* _Work instruction_
Print out all of the records exactly; no picture belongs in the result.
═════ Records shown
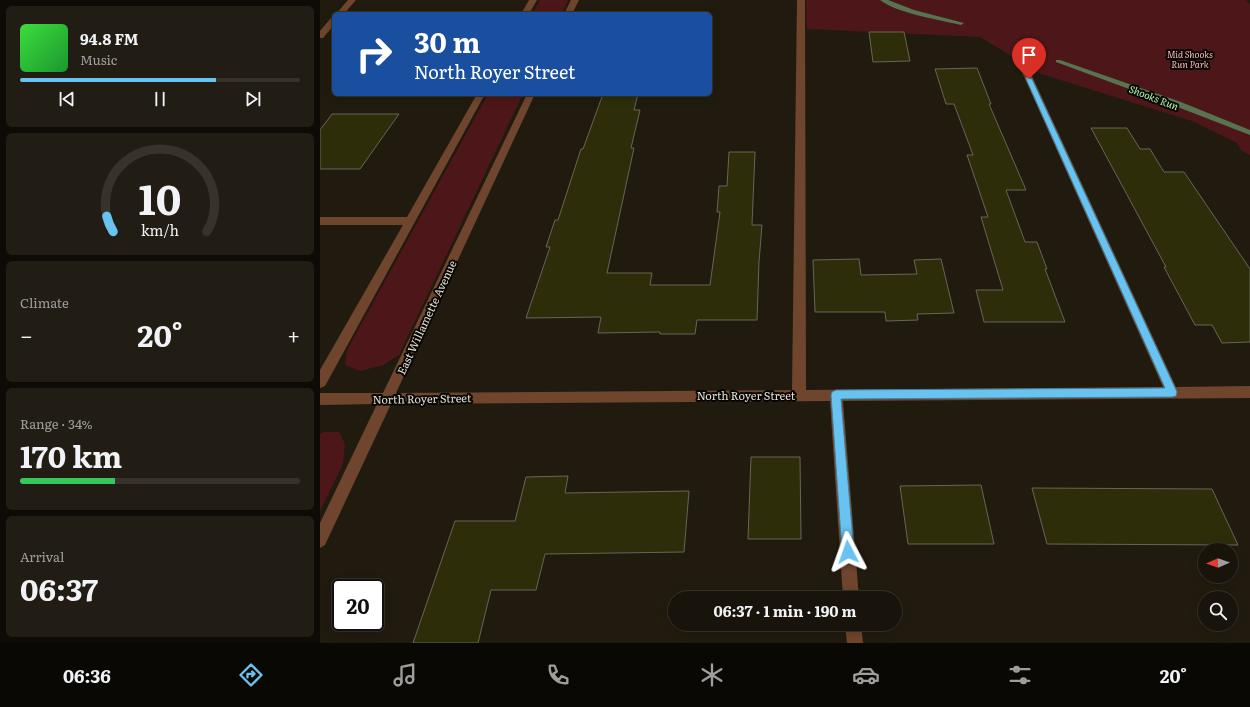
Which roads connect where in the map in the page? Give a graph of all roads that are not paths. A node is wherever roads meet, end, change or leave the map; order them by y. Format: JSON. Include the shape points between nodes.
{"nodes":[{"id":1,"x":352,"y":0,"type":"edge"},
{"id":2,"x":533,"y":0,"type":"edge"},
{"id":3,"x":575,"y":0,"type":"edge"},
{"id":4,"x":802,"y":0,"type":"edge"},
{"id":5,"x":342,"y":12,"type":"edge"},
{"id":6,"x":526,"y":12,"type":"edge"},
{"id":7,"x":569,"y":12,"type":"edge"},
{"id":8,"x":332,"y":22,"type":"edge"},
{"id":9,"x":320,"y":36,"type":"edge"},
{"id":10,"x":1029,"y":42,"type":"dead end"},
{"id":11,"x":480,"y":96,"type":"edge"},
{"id":12,"x":530,"y":96,"type":"edge"},
{"id":13,"x":320,"y":221,"type":"edge"},
{"id":14,"x":410,"y":221,"type":"junction"},
{"id":15,"x":320,"y":382,"type":"edge"},
{"id":16,"x":1172,"y":392,"type":"junction"},
{"id":17,"x":1250,"y":392,"type":"edge"},
{"id":18,"x":799,"y":395,"type":"junction"},
{"id":19,"x":836,"y":395,"type":"junction"},
{"id":20,"x":388,"y":398,"type":"junction"},
{"id":21,"x":320,"y":399,"type":"edge"},
{"id":22,"x":320,"y":540,"type":"edge"},
{"id":23,"x":850,"y":591,"type":"edge"},
{"id":24,"x":854,"y":631,"type":"edge"},
{"id":25,"x":855,"y":643,"type":"edge"}],
"edges":[{"from":1,"to":5,"type":"street"},
{"from":2,"to":6,"type":"street"},
{"from":3,"to":7,"type":"street"},
{"from":4,"to":18,"type":"street"},
{"from":8,"to":9,"type":"street"},
{"from":10,"to":16,"type":"street","via":[[1021,61]]},
{"from":11,"to":14,"type":"street"},
{"from":12,"to":20,"type":"street","name":"East Willamette Avenue"},
{"from":13,"to":14,"type":"street"},
{"from":14,"to":15,"type":"street"},
{"from":16,"to":17,"type":"street","name":"North Royer Street"},
{"from":16,"to":19,"type":"street","name":"North Royer Street"},
{"from":18,"to":19,"type":"street","name":"North Royer Street"},
{"from":18,"to":20,"type":"street","name":"North Royer Street"},
{"from":19,"to":23,"type":"street"},
{"from":20,"to":21,"type":"street","name":"North Royer Street"},
{"from":20,"to":22,"type":"street","name":"East Willamette Avenue"},
{"from":24,"to":25,"type":"street"}]}
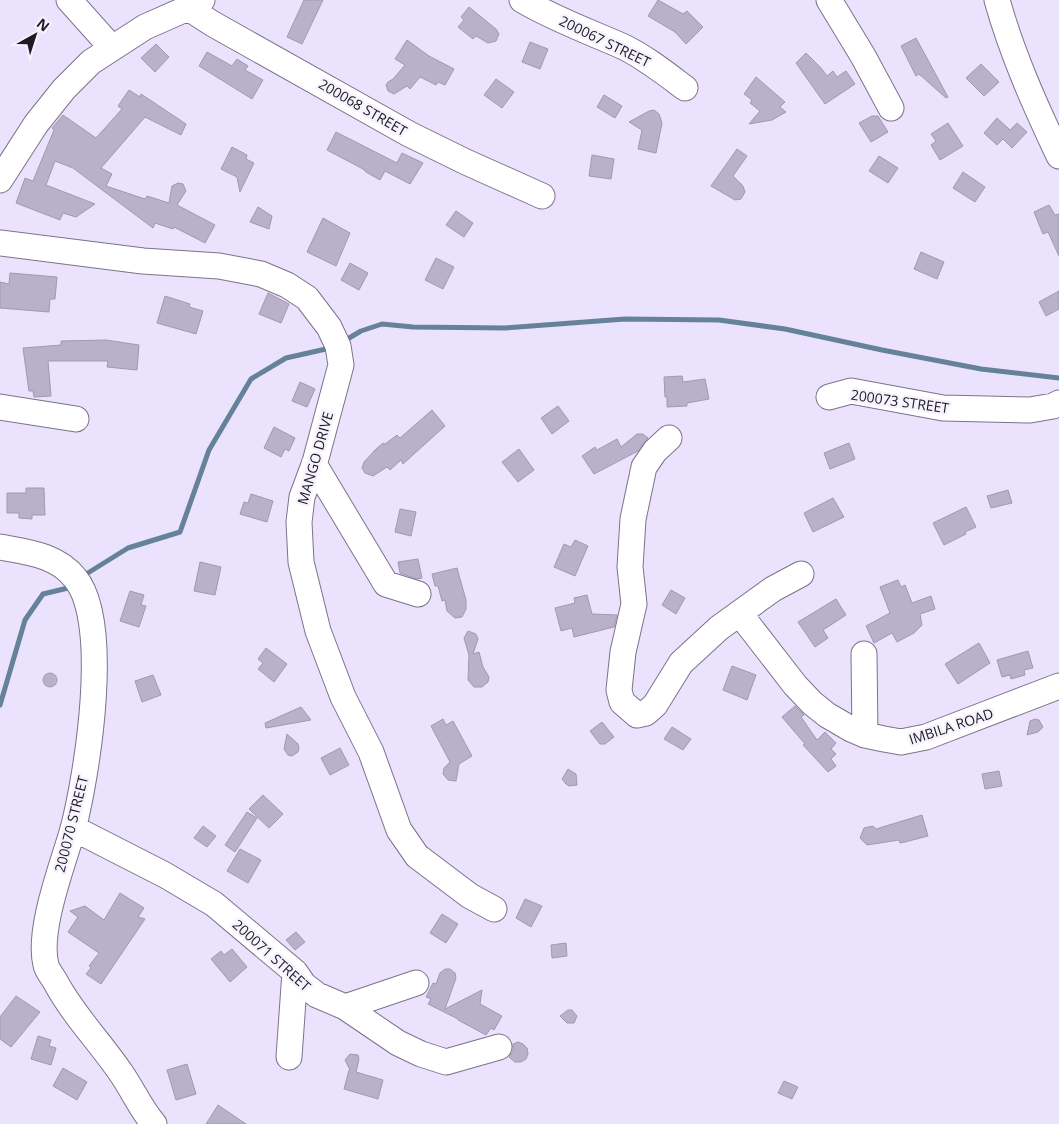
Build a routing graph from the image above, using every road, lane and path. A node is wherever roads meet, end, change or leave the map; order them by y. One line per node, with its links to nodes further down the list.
1 (69, 0): 6 (street)
2 (522, 0): 7 (street, 200067 STREET)
3 (829, 0): 8 (street)
4 (997, 0): 9 (street)
5 (195, 4): 6 (street); 11 (street, 200068 STREET)
6 (112, 48): 10 (street)
7 (685, 88)
8 (891, 108)
9 (1059, 156)
10 (0, 180)
11 (542, 196)
12 (0, 243): 18 (street, MANGO DRIVE)
13 (829, 397): 14 (street, 200073 STREET)
14 (1059, 402)
15 (0, 407): 16 (street)
16 (76, 419)
17 (669, 438): 22 (street)
18 (314, 464): 21 (street); 27 (street, MANGO DRIVE)
19 (0, 547): 26 (street, 200070 STREET)
20 (801, 574): 22 (street)
21 (418, 594)
22 (740, 614): 25 (street, IMBILA ROAD)
23 (864, 654): 25 (street)
24 (1059, 686): 25 (street, IMBILA ROAD)
25 (865, 735)
26 (73, 828): 28 (street, 200071 STREET); 33 (street, 200070 STREET)
27 (494, 909)
28 (295, 972): 30 (street, 200071 STREET); 32 (street)
29 (416, 983): 30 (street)
30 (345, 1007): 31 (street, 200071 STREET)
31 (499, 1047)
32 (289, 1057)
33 (154, 1124)

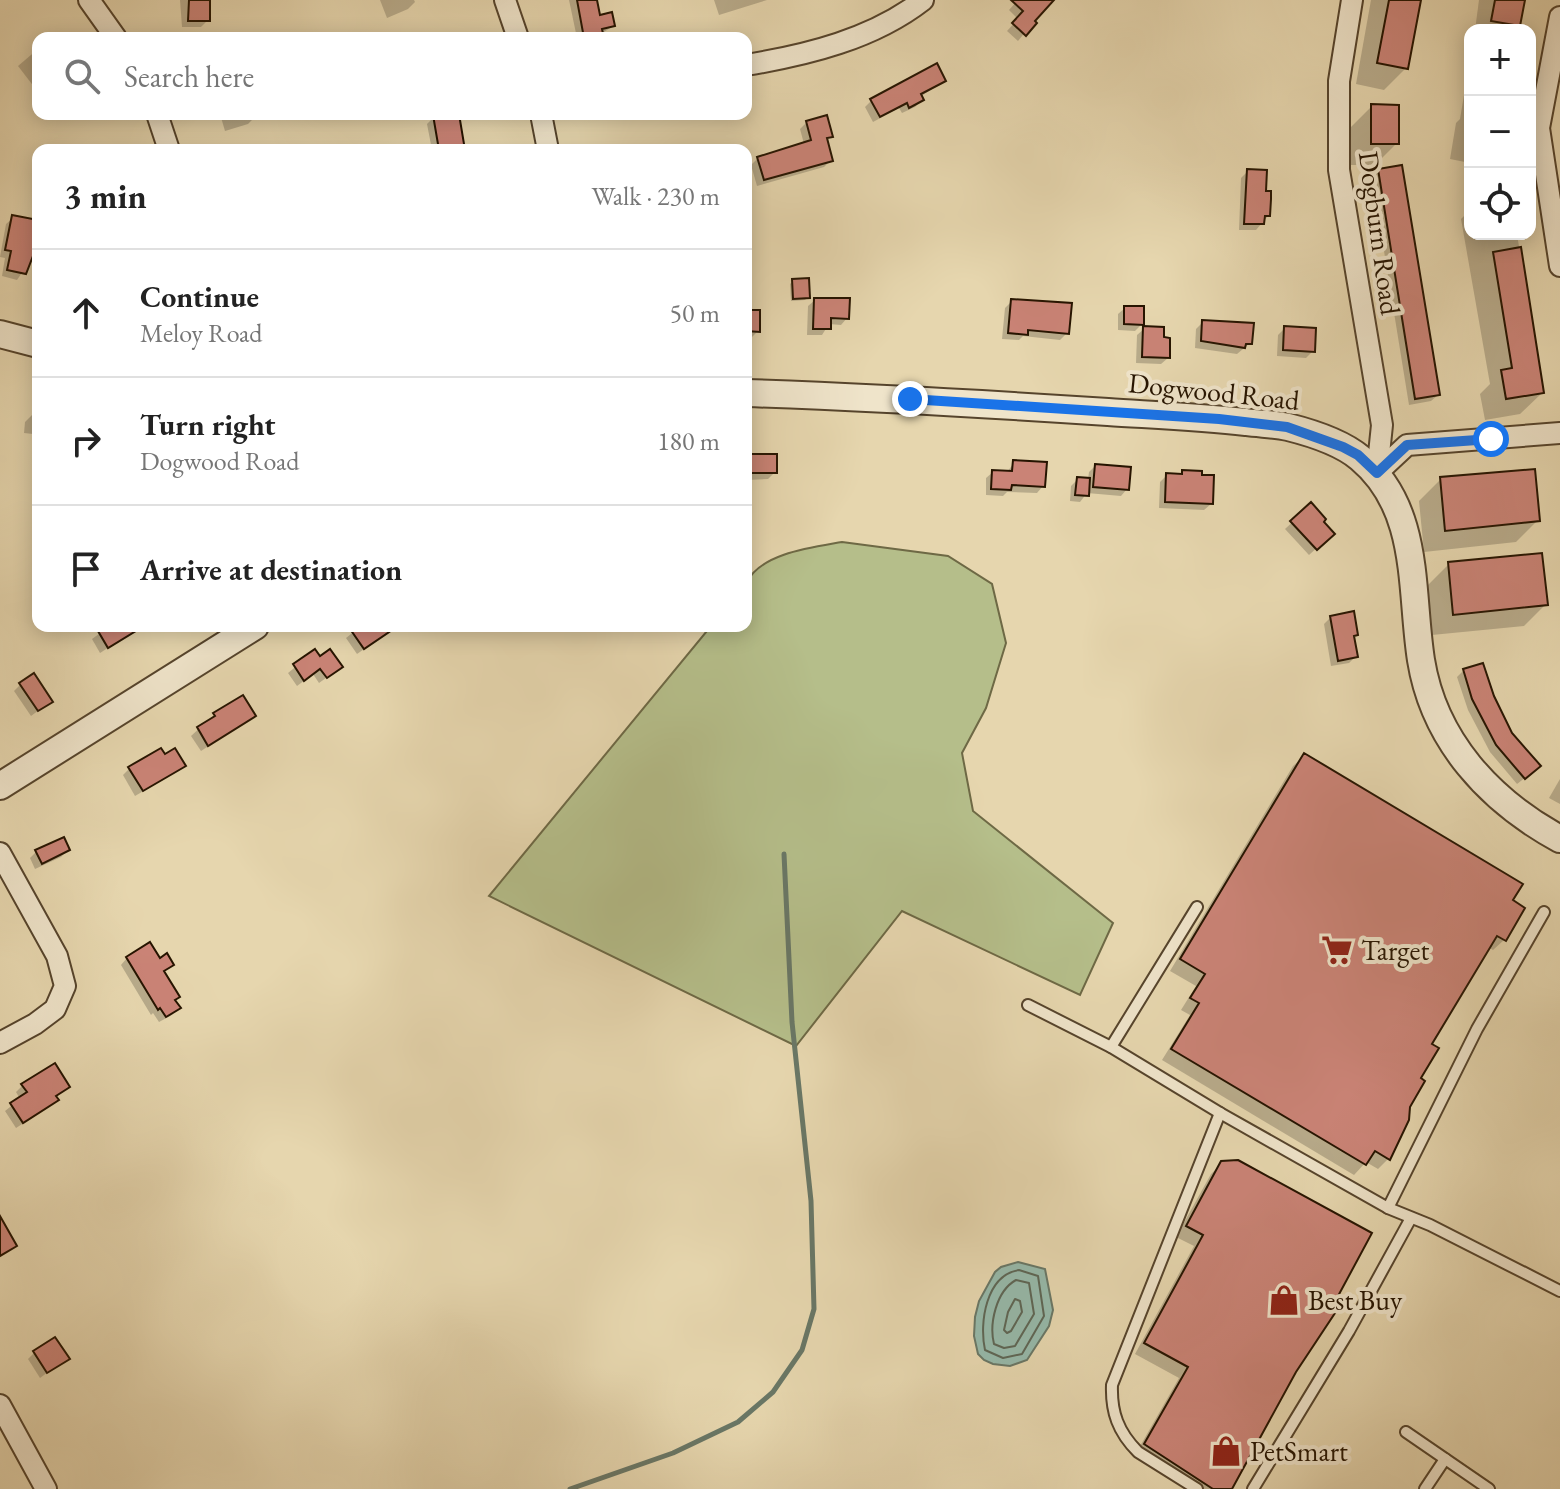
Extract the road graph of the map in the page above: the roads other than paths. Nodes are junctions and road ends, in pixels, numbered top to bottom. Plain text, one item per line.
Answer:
1 (89, 0) edge
2 (505, 0) edge
3 (923, 0) edge
4 (1352, 0) edge
5 (1560, 17) edge
6 (112, 32) edge
7 (516, 32) edge
8 (752, 64) edge
9 (159, 120) edge
10 (542, 120) edge
11 (167, 144) edge
12 (547, 144) edge
13 (1560, 266) edge
14 (0, 334) edge
15 (32, 342) edge
16 (752, 393) edge
17 (1560, 433) edge
18 (1377, 473) junction
19 (245, 632) edge
20 (0, 786) edge
21 (1560, 839) edge
22 (0, 853) edge
23 (1197, 907) dead end
24 (1544, 912) dead end
25 (1028, 1005) dead end
26 (0, 1043) edge
27 (1111, 1047) junction
28 (1220, 1113) junction
29 (1388, 1208) junction
30 (1411, 1218) junction
31 (1560, 1291) edge
32 (0, 1405) edge
33 (1406, 1432) dead end
34 (1445, 1459) junction
35 (46, 1489) edge
36 (1197, 1489) edge
37 (1253, 1489) edge
38 (1425, 1489) edge
39 (1489, 1489) edge

1 - 6 street
2 - 7 street
3 - 8 street
4 - 18 street, Dogburn Road
5 - 13 street
9 - 11 street
10 - 12 street
14 - 15 street
16 - 18 street, Dogwood Road
17 - 18 street
18 - 21 street, Dogwood Road
19 - 20 street
22 - 26 street
23 - 27 lane
24 - 29 lane
25 - 27 lane
27 - 28 lane
28 - 29 lane
28 - 36 lane
29 - 30 lane
30 - 31 lane
30 - 37 lane
32 - 35 street
33 - 34 lane
34 - 38 lane
34 - 39 lane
══════════
* _Exercise answer_
Which roads connect where in the map in the page? Give a graph of all roads that are not paths. A node is wherever roads meet, end, change or leave the map; order them by y. Format: JSON. Include the shape points between nodes.
{"nodes":[{"id":1,"x":352,"y":0,"type":"edge"},
{"id":2,"x":533,"y":0,"type":"edge"},
{"id":3,"x":575,"y":0,"type":"edge"},
{"id":4,"x":802,"y":0,"type":"edge"},
{"id":5,"x":342,"y":12,"type":"edge"},
{"id":6,"x":526,"y":12,"type":"edge"},
{"id":7,"x":569,"y":12,"type":"edge"},
{"id":8,"x":332,"y":22,"type":"edge"},
{"id":9,"x":320,"y":36,"type":"edge"},
{"id":10,"x":1029,"y":42,"type":"dead end"},
{"id":11,"x":480,"y":96,"type":"edge"},
{"id":12,"x":530,"y":96,"type":"edge"},
{"id":13,"x":320,"y":221,"type":"edge"},
{"id":14,"x":410,"y":221,"type":"junction"},
{"id":15,"x":320,"y":382,"type":"edge"},
{"id":16,"x":1172,"y":392,"type":"junction"},
{"id":17,"x":1250,"y":392,"type":"edge"},
{"id":18,"x":799,"y":395,"type":"junction"},
{"id":19,"x":836,"y":395,"type":"junction"},
{"id":20,"x":388,"y":398,"type":"junction"},
{"id":21,"x":320,"y":399,"type":"edge"},
{"id":22,"x":320,"y":540,"type":"edge"},
{"id":23,"x":850,"y":591,"type":"edge"},
{"id":24,"x":854,"y":631,"type":"edge"},
{"id":25,"x":855,"y":643,"type":"edge"}],
"edges":[{"from":1,"to":5,"type":"street"},
{"from":2,"to":6,"type":"street"},
{"from":3,"to":7,"type":"street"},
{"from":4,"to":18,"type":"street"},
{"from":8,"to":9,"type":"street"},
{"from":10,"to":16,"type":"street","via":[[1021,61]]},
{"from":11,"to":14,"type":"street"},
{"from":12,"to":20,"type":"street","name":"East Willamette Avenue"},
{"from":13,"to":14,"type":"street"},
{"from":14,"to":15,"type":"street"},
{"from":16,"to":17,"type":"street","name":"North Royer Street"},
{"from":16,"to":19,"type":"street","name":"North Royer Street"},
{"from":18,"to":19,"type":"street","name":"North Royer Street"},
{"from":18,"to":20,"type":"street","name":"North Royer Street"},
{"from":19,"to":23,"type":"street"},
{"from":20,"to":21,"type":"street","name":"North Royer Street"},
{"from":20,"to":22,"type":"street","name":"East Willamette Avenue"},
{"from":24,"to":25,"type":"street"}]}
Build a routing graph from the image above, using every road, lane and path. A node is wherever roads meet, end, change or leave the map; order them by y. One line per node, with its links to nodes further down the list.
1 (69, 0): 6 (street)
2 (522, 0): 7 (street, 200067 STREET)
3 (829, 0): 8 (street)
4 (997, 0): 9 (street)
5 (195, 4): 6 (street); 11 (street, 200068 STREET)
6 (112, 48): 10 (street)
7 (685, 88)
8 (891, 108)
9 (1059, 156)
10 (0, 180)
11 (542, 196)
12 (0, 243): 18 (street, MANGO DRIVE)
13 (829, 397): 14 (street, 200073 STREET)
14 (1059, 402)
15 (0, 407): 16 (street)
16 (76, 419)
17 (669, 438): 22 (street)
18 (314, 464): 21 (street); 27 (street, MANGO DRIVE)
19 (0, 547): 26 (street, 200070 STREET)
20 (801, 574): 22 (street)
21 (418, 594)
22 (740, 614): 25 (street, IMBILA ROAD)
23 (864, 654): 25 (street)
24 (1059, 686): 25 (street, IMBILA ROAD)
25 (865, 735)
26 (73, 828): 28 (street, 200071 STREET); 33 (street, 200070 STREET)
27 (494, 909)
28 (295, 972): 30 (street, 200071 STREET); 32 (street)
29 (416, 983): 30 (street)
30 (345, 1007): 31 (street, 200071 STREET)
31 (499, 1047)
32 (289, 1057)
33 (154, 1124)

Extract the road graph of the map in the page above: the roads other than paths. Nodes are junctions and road ends, in pixels, numbered top to bottom. Plain text, one item per line.
Answer:
1 (89, 0) edge
2 (505, 0) edge
3 (923, 0) edge
4 (1352, 0) edge
5 (1560, 17) edge
6 (112, 32) edge
7 (516, 32) edge
8 (752, 64) edge
9 (159, 120) edge
10 (542, 120) edge
11 (167, 144) edge
12 (547, 144) edge
13 (1560, 266) edge
14 (0, 334) edge
15 (32, 342) edge
16 (752, 393) edge
17 (1560, 433) edge
18 (1377, 473) junction
19 (245, 632) edge
20 (0, 786) edge
21 (1560, 839) edge
22 (0, 853) edge
23 (1197, 907) dead end
24 (1544, 912) dead end
25 (1028, 1005) dead end
26 (0, 1043) edge
27 (1111, 1047) junction
28 (1220, 1113) junction
29 (1388, 1208) junction
30 (1411, 1218) junction
31 (1560, 1291) edge
32 (0, 1405) edge
33 (1406, 1432) dead end
34 (1445, 1459) junction
35 (46, 1489) edge
36 (1197, 1489) edge
37 (1253, 1489) edge
38 (1425, 1489) edge
39 (1489, 1489) edge

1 - 6 street
2 - 7 street
3 - 8 street
4 - 18 street, Dogburn Road
5 - 13 street
9 - 11 street
10 - 12 street
14 - 15 street
16 - 18 street, Dogwood Road
17 - 18 street
18 - 21 street, Dogwood Road
19 - 20 street
22 - 26 street
23 - 27 lane
24 - 29 lane
25 - 27 lane
27 - 28 lane
28 - 29 lane
28 - 36 lane
29 - 30 lane
30 - 31 lane
30 - 37 lane
32 - 35 street
33 - 34 lane
34 - 38 lane
34 - 39 lane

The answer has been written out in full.